* Task goal
Read the lines below, and copy any that contain the string "Mediķu".
--
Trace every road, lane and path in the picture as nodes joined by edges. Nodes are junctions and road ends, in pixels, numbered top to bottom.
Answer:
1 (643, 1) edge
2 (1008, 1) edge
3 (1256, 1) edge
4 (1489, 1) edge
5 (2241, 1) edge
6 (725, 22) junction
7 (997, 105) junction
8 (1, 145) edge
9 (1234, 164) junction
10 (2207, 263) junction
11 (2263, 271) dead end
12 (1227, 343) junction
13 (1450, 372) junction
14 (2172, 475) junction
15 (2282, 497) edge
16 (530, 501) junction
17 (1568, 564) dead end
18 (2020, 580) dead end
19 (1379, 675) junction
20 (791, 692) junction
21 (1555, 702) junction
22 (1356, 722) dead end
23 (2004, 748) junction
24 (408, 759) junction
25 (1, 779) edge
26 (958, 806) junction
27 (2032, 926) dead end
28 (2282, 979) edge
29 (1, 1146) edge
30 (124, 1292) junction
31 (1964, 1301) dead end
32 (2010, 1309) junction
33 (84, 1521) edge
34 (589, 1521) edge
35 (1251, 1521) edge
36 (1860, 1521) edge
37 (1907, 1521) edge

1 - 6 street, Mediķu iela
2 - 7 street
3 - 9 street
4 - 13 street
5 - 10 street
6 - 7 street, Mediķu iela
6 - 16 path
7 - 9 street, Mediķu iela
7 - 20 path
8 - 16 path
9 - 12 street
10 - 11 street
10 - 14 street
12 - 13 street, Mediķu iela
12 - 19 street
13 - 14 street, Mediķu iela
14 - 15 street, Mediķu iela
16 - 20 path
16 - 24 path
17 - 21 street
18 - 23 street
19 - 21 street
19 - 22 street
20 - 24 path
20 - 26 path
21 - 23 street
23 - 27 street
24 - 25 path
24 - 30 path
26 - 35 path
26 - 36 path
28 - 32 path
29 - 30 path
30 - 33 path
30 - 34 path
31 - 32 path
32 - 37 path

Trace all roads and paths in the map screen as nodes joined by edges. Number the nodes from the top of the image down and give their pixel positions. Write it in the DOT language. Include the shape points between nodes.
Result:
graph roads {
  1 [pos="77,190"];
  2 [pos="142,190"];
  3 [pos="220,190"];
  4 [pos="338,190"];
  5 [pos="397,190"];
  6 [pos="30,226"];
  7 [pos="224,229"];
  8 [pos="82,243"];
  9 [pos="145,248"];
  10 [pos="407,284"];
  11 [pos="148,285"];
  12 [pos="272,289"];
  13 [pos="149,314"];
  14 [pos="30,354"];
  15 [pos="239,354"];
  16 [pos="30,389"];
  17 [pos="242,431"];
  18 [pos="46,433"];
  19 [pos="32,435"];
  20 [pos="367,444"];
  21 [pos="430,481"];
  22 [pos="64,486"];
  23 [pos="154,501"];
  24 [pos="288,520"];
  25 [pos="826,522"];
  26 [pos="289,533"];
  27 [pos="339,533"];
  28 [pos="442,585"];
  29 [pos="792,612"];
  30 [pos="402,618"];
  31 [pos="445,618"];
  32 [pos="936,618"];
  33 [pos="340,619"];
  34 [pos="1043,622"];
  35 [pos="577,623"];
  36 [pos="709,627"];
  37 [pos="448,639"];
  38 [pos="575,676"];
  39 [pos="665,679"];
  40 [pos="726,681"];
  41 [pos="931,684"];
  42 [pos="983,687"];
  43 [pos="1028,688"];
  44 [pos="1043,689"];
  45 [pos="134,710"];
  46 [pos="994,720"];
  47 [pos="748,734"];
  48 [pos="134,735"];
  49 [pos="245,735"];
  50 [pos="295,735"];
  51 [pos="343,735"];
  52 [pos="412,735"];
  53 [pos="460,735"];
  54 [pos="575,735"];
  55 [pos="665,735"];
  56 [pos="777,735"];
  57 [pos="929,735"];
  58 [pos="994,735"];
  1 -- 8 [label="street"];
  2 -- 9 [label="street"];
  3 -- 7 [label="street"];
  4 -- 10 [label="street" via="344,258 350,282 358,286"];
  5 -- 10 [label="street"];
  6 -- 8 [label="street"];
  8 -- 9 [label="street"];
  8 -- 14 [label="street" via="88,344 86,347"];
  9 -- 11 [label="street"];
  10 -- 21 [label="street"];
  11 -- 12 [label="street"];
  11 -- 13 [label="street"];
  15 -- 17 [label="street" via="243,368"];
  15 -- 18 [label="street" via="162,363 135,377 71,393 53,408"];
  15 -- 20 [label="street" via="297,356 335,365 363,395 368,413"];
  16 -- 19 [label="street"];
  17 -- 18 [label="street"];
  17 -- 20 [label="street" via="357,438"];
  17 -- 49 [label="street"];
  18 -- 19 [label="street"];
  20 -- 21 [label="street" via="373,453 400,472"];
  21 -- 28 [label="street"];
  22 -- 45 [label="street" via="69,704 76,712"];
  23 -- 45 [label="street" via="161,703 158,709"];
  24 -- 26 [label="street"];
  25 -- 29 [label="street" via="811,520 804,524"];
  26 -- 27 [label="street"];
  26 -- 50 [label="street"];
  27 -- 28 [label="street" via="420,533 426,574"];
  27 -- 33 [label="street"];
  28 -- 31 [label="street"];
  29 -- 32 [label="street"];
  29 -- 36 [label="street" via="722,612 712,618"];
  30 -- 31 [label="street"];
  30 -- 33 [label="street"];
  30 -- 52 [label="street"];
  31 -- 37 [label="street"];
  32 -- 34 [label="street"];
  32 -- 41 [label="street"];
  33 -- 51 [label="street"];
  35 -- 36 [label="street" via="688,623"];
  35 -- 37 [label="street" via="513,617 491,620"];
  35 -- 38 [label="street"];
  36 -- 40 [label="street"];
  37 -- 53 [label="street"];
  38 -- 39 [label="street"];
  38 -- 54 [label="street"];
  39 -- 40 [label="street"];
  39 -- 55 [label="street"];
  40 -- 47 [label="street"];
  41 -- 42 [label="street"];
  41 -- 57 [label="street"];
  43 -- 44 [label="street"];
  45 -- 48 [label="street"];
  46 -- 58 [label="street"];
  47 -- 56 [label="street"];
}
--
* Result of the exercise
1 - 6 street, Mediķu iela
6 - 7 street, Mediķu iela
7 - 9 street, Mediķu iela
12 - 13 street, Mediķu iela
13 - 14 street, Mediķu iela
14 - 15 street, Mediķu iela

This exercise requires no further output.